Nederlands-Vlaams Bijbelgenootschap

Context en aantekeningen bij Jakobus 3:13-4:10

Hier vind je informatie over de context van Jakobus 3:13-4:10 en aantekeningen bij de tekst.

De Brief van Jakobus

Zie voor meer informatie over o.a. de schrijver, datering en algemene inhoud van de Brief van Jakobus het eerste item uit deze serie.

Plek van deze passage in het geheel

1:1-27

begin van de brief, de toon is bemoedigend, de noodzaak tot bidden wordt benadrukt en de thema’s die in het hoofddeel van de brief besproken zullen worden, worden geïntroduceerd. Het hoofdthema is dat geloven en doen hand in hand gaan. Die gelovige praktijk wordt concreet uitgewerkt in de onderwerpen: te letten op je spreken, barmhartig om te zien naar je medemens, te leven volgens Gods wijsheid en alert te zijn op de risico’s van rijkdom.

2:1-26

uitwerking van het thema: ‘barmhartig omzien naar je medemens’.

3:1-12

uitwerking van het thema ‘let op je spreken’.

3:13-4:17

uitwerking van het thema ‘leef volgens Gods wijsheid’.

5:1-6

uitwerking van het thema ‘rijkdom’.

5:7-19

afronding van de brief met bemoediging en raad om standvastig te zijn, geen eden te zweren, voor elkaar te bidden en elkaar van dwaalsporen weer terug bij de waarheid te brengen.

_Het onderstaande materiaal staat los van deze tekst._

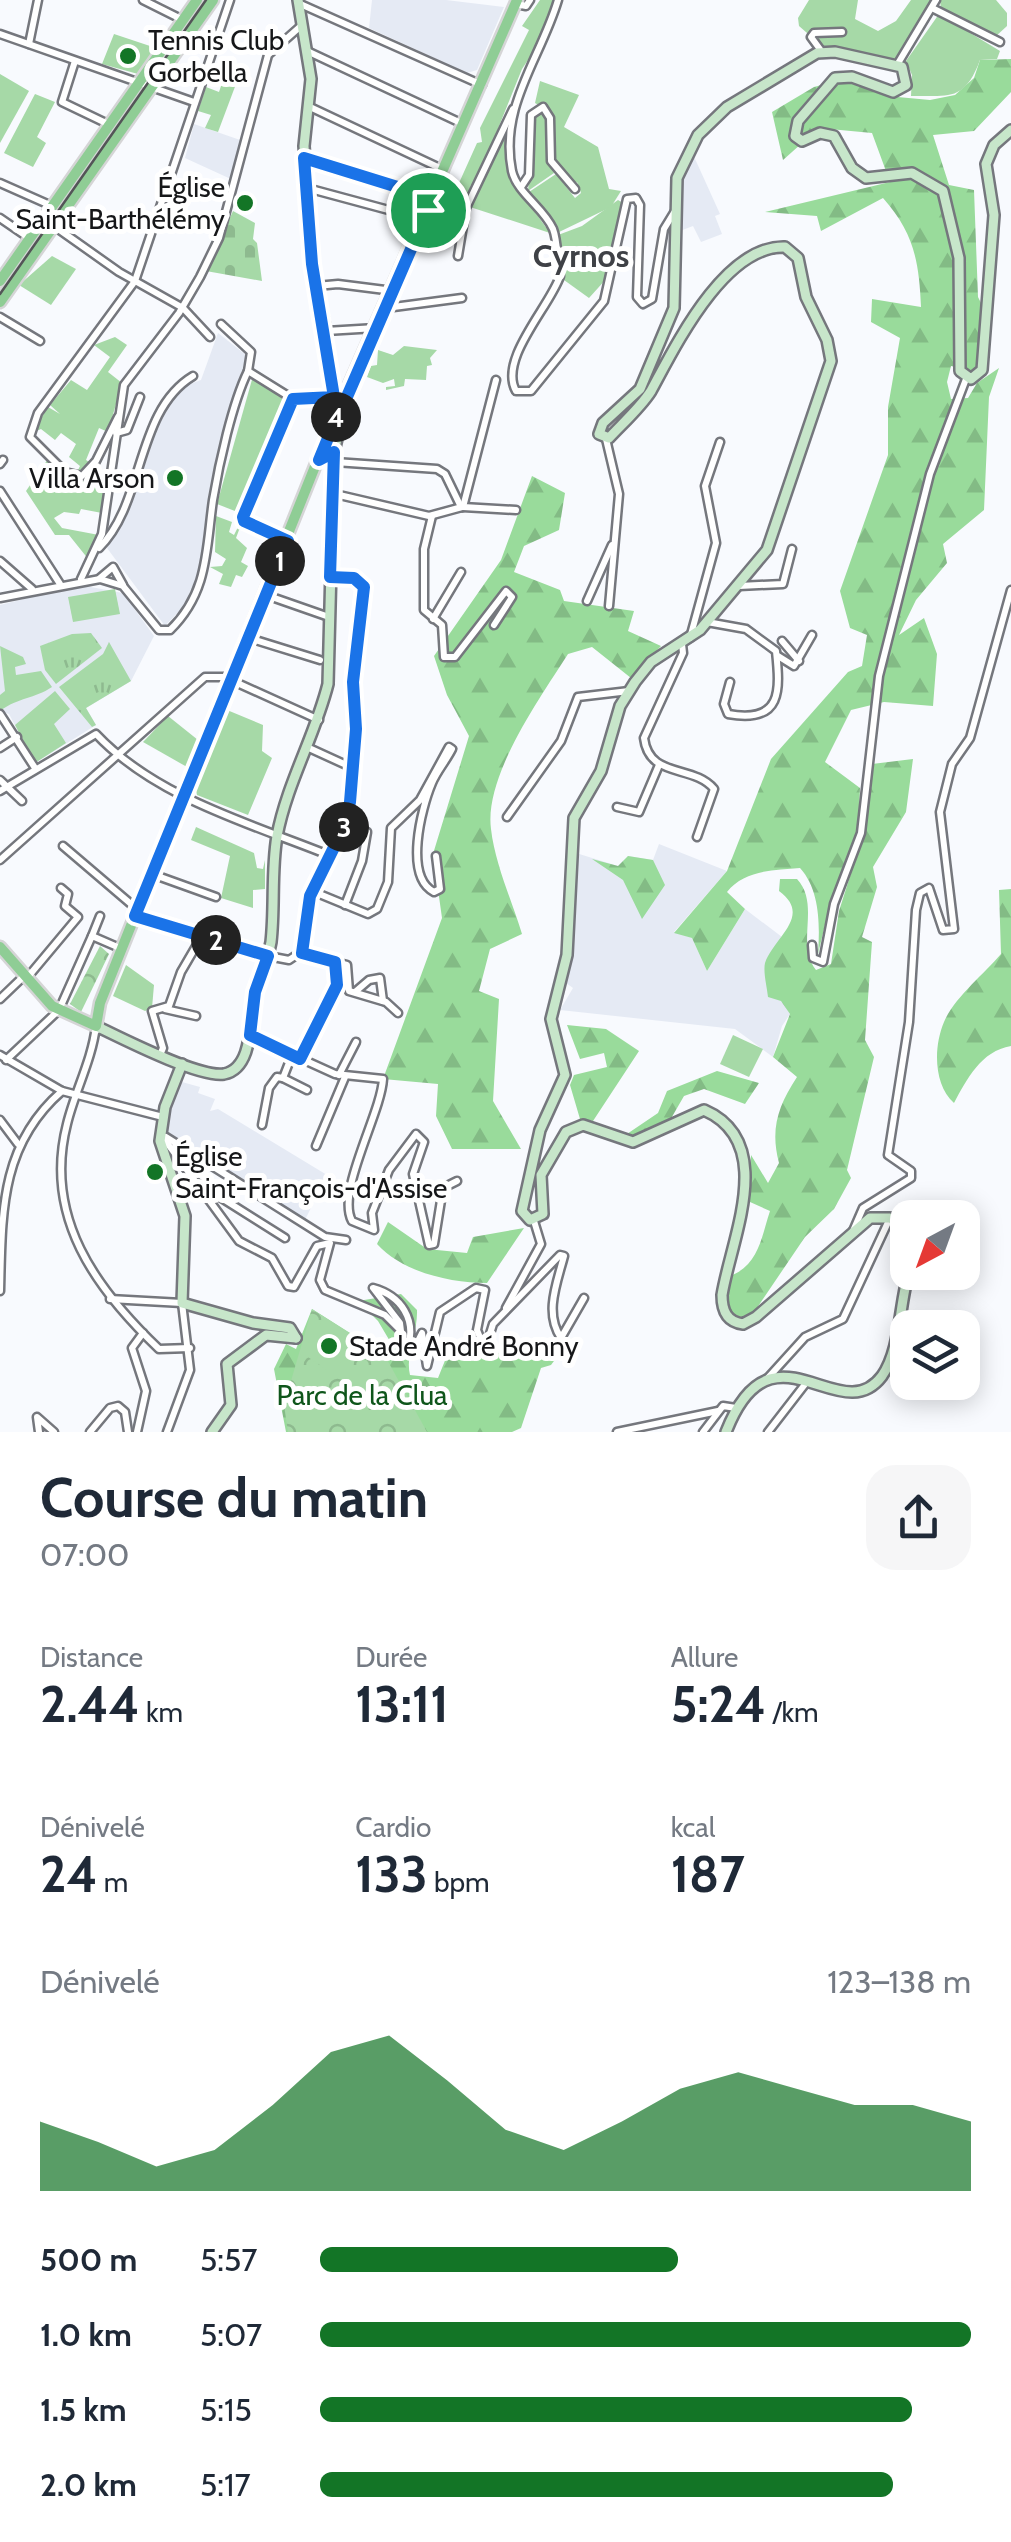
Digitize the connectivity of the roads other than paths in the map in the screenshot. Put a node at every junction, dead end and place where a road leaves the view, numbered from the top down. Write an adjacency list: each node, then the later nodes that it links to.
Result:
1 (38, 0): 16 (street)
2 (142, 0): 11 (street)
3 (198, 0): 11 (main road)
4 (213, 0): 23 (main road)
5 (230, 0): 24 (street)
6 (530, 0): 9 (street)
7 (558, 0): 26 (street)
8 (298, 2): 12 (street); 22 (street)
9 (516, 2): 22 (main road)
10 (935, 4): 15 (street); 20 (street)
11 (183, 20): 21 (main road)
12 (302, 25): 17 (street); 50 (street)
13 (842, 32): 18 (street)
14 (0, 34): 16 (street)
15 (1000, 42)
16 (30, 44): 19 (street)
17 (307, 51): 25 (street); 27 (street)
18 (822, 52): 20 (street); 38 (street)
19 (75, 61): 21 (street); 28 (street)
20 (897, 65): 60 (street)
21 (138, 83): 23 (street); 28 (main road)
22 (482, 85): 27 (main road)
23 (151, 88): 24 (street); 41 (main road)
24 (194, 102): 45 (street)
25 (310, 108): 30 (street); 31 (street)
26 (514, 110): 33 (street); 43 (street)
27 (464, 125): 31 (main road)
28 (110, 126): 37 (main road)
29 (1011, 130): 60 (street)
30 (304, 158): 34 (street); 36 (street)
31 (444, 170): 36 (main road)
32 (0, 184): 37 (street)
33 (521, 187): 35 (street); 38 (street)
34 (308, 188): 40 (street); 46 (street)
35 (575, 189)
36 (433, 198): 40 (main road)
37 (52, 206): 42 (main road)
38 (675, 212): 67 (street)
39 (0, 218): 42 (street)
40 (424, 220): 47 (main road)
41 (53, 225): 45 (street); 49 (main road)
42 (30, 238): 44 (main road)
43 (458, 256)
44 (0, 281)
45 (135, 282): 50 (street); 65 (street)
46 (315, 286): 47 (street); 55 (street)
47 (394, 291): 51 (main road)
48 (462, 298): 51 (street)
49 (0, 302)
50 (183, 308): 56 (street); 65 (street)
51 (386, 308): 54 (main road)
52 (0, 317): 57 (street)
53 (220, 324): 58 (street)
54 (378, 328): 55 (street); 64 (main road)
55 (326, 331): 64 (street)
56 (210, 336)
57 (40, 341)
58 (248, 371): 63 (street); 86 (street)
59 (193, 376): 78 (street)
60 (966, 378): 140 (street)
61 (496, 380): 73 (street)
62 (140, 397): 66 (street)
63 (293, 399): 64 (street); 77 (street)
64 (340, 400): 69 (street); 70 (main road)
65 (118, 418): 66 (street)
66 (116, 434): 78 (street)
67 (606, 439): 76 (street); 87 (street)
68 (720, 442): 101 (street)
69 (334, 457): 70 (street); 72 (street); 73 (street)
70 (319, 460): 77 (main road)
71 (0, 491): 85 (street)
72 (335, 494): 75 (street); 82 (street)
73 (462, 507): 74 (street); 75 (street)
74 (516, 510)
75 (432, 516): 95 (street)
76 (615, 539): 92 (street); 93 (street)
77 (288, 541): 90 (main road)
78 (98, 549): 84 (street)
79 (792, 549): 87 (street)
80 (0, 560): 88 (street)
81 (461, 572): 95 (street)
82 (330, 577): 94 (street); 116 (street)
83 (100, 578): 84 (street); 86 (street); 86 (street)
84 (81, 579): 85 (street)
85 (60, 584): 88 (street)
86 (123, 586)
87 (740, 586): 96 (street)
88 (32, 590): 91 (street)
89 (1011, 590): 177 (street)
90 (266, 595): 94 (street); 99 (main road)
91 (0, 598)
92 (587, 600)
93 (609, 606)
94 (329, 617): 109 (street)
95 (433, 619): 97 (street)
96 (707, 622): 101 (street); 102 (street)
97 (494, 624)
98 (812, 635): 104 (street)
99 (249, 638): 103 (street); 105 (main road)
100 (782, 641): 104 (street)
101 (686, 642): 107 (street); 114 (street)
102 (777, 656): 104 (street); 106 (street)
103 (320, 660)
104 (800, 660)
105 (230, 682): 109 (street); 113 (street); 120 (main road)
106 (730, 682)
107 (629, 691): 123 (street); 176 (street)
108 (0, 714): 110 (street)
109 (320, 720): 112 (street)
110 (17, 737): 111 (street); 115 (street)
111 (0, 748)
112 (309, 748): 116 (street); 125 (street)
113 (116, 754): 115 (street); 120 (street); 130 (street)
114 (658, 765): 122 (street); 126 (street)
115 (35, 768): 118 (street)
116 (354, 769): 128 (street)
117 (0, 780): 118 (street)
118 (9, 785): 119 (street); 121 (street)
119 (0, 791)
120 (184, 796): 125 (street); 131 (main road)
121 (22, 801)
122 (617, 808)
123 (507, 818)
124 (367, 832): 135 (street)
125 (278, 834): 128 (street); 144 (street)
126 (697, 836)
127 (63, 846): 136 (street)
128 (331, 856): 133 (street)
129 (436, 856): 135 (street)
130 (0, 860)
131 (152, 874): 134 (street); 136 (main road)
132 (61, 888): 146 (street)
133 (312, 891): 135 (street); 143 (street)
134 (216, 897)
135 (346, 905)
136 (137, 913): 139 (street); 142 (main road)
137 (100, 916): 138 (street)
138 (92, 936): 142 (street); 151 (street)
139 (202, 936): 144 (street); 150 (street)
140 (812, 945)
141 (0, 947): 146 (main road)
142 (122, 949): 154 (main road)
143 (302, 953): 144 (street); 145 (street)
144 (268, 956): 155 (street)
145 (335, 962): 147 (street); 160 (street)
146 (25, 978): 148 (street); 151 (main road)
147 (354, 993): 149 (street); 149 (street)
148 (0, 999)
149 (383, 1001): 152 (street)
150 (165, 1009): 153 (street); 157 (street)
151 (59, 1010): 154 (main road); 159 (street)
152 (398, 1013)
153 (196, 1016)
154 (96, 1026): 157 (street); 166 (street)
155 (250, 1035): 158 (street); 161 (street)
156 (356, 1042): 162 (street)
157 (160, 1055): 161 (street)
158 (292, 1055): 160 (street); 163 (street)
159 (3, 1057): 165 (street)
160 (300, 1059): 162 (street)
161 (182, 1064): 167 (street)
162 (342, 1076): 172 (street); 173 (street)
163 (283, 1078): 164 (street); 169 (street)
164 (307, 1090)
165 (62, 1092): 166 (street); 171 (street)
166 (77, 1093): 167 (street); 183 (street)
167 (163, 1118): 170 (street)
168 (0, 1120): 171 (street)
169 (262, 1125)
170 (160, 1134): 174 (street); 179 (street); 184 (street)
171 (18, 1144): 180 (street)
172 (316, 1146)
173 (457, 1181)
174 (196, 1182): 178 (street); 185 (street)
175 (890, 1218): 177 (street); 188 (street)
176 (534, 1221): 177 (street); 185 (street)
177 (853, 1231)
178 (285, 1238)
179 (346, 1240)
180 (0, 1290)
181 (905, 1290): 189 (street)
182 (584, 1298): 185 (street)
183 (108, 1299): 184 (street); 186 (street)
184 (182, 1303): 187 (street); 198 (street)
185 (505, 1310)
186 (143, 1334): 187 (street); 196 (street)
187 (190, 1348): 197 (street)
188 (766, 1380): 189 (street); 190 (street)
189 (806, 1383): 202 (street)
190 (736, 1408): 191 (street); 201 (street)
191 (718, 1410): 199 (street); 200 (street)
192 (39, 1432): 193 (street)
193 (54, 1432)
194 (90, 1432): 195 (street)
195 (128, 1432)
196 (137, 1432)
197 (167, 1432)
198 (212, 1432)
199 (617, 1432)
200 (703, 1432)
201 (726, 1432)
202 (768, 1432)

hand-swipe-horizontalSwipe om alle gegevens te zien

In de eerste helft van hoofdstuk 3 werkt Jakobus de gedachte uit dat wie God wil dienen goed op moet letten op wat hij of zij zegt (3:1-12, vgl. 1:19, 26 en 4:11-12). Jakobus is zich zeer bewust van wat woorden uit kunnen richten, zowel ten goede als ten kwade. Met name op leraren rust daarom een zware verantwoordelijkheid, hun woorden bepalen immers hoe hun leerlingen zich zullen gedragen en spreken.

Kennelijk is er op dat gebied iets misgegaan in de gemeenschappen waar Jakobus aan schrijft. In die gemeenschappen overheerst namelijk de innerlijke strijd. In onze passage, de tweede helft van hoofdstuk 3 en de eerste helft van hoofdstuk 4, zoomt hij daarom in op de dieperliggende oorzaak van die conflicten. Die is gelegen in het gegeven dat men vooral gericht is op wat men zelf wil en niet op wat God wil. Die gerichtheid leidt tot niets – ja tot ruzie en jaloezie, maar tot niets dat er werkelijk toe doet voor God. Jakobus roept zijn lezers dus op tot inkeer te komen.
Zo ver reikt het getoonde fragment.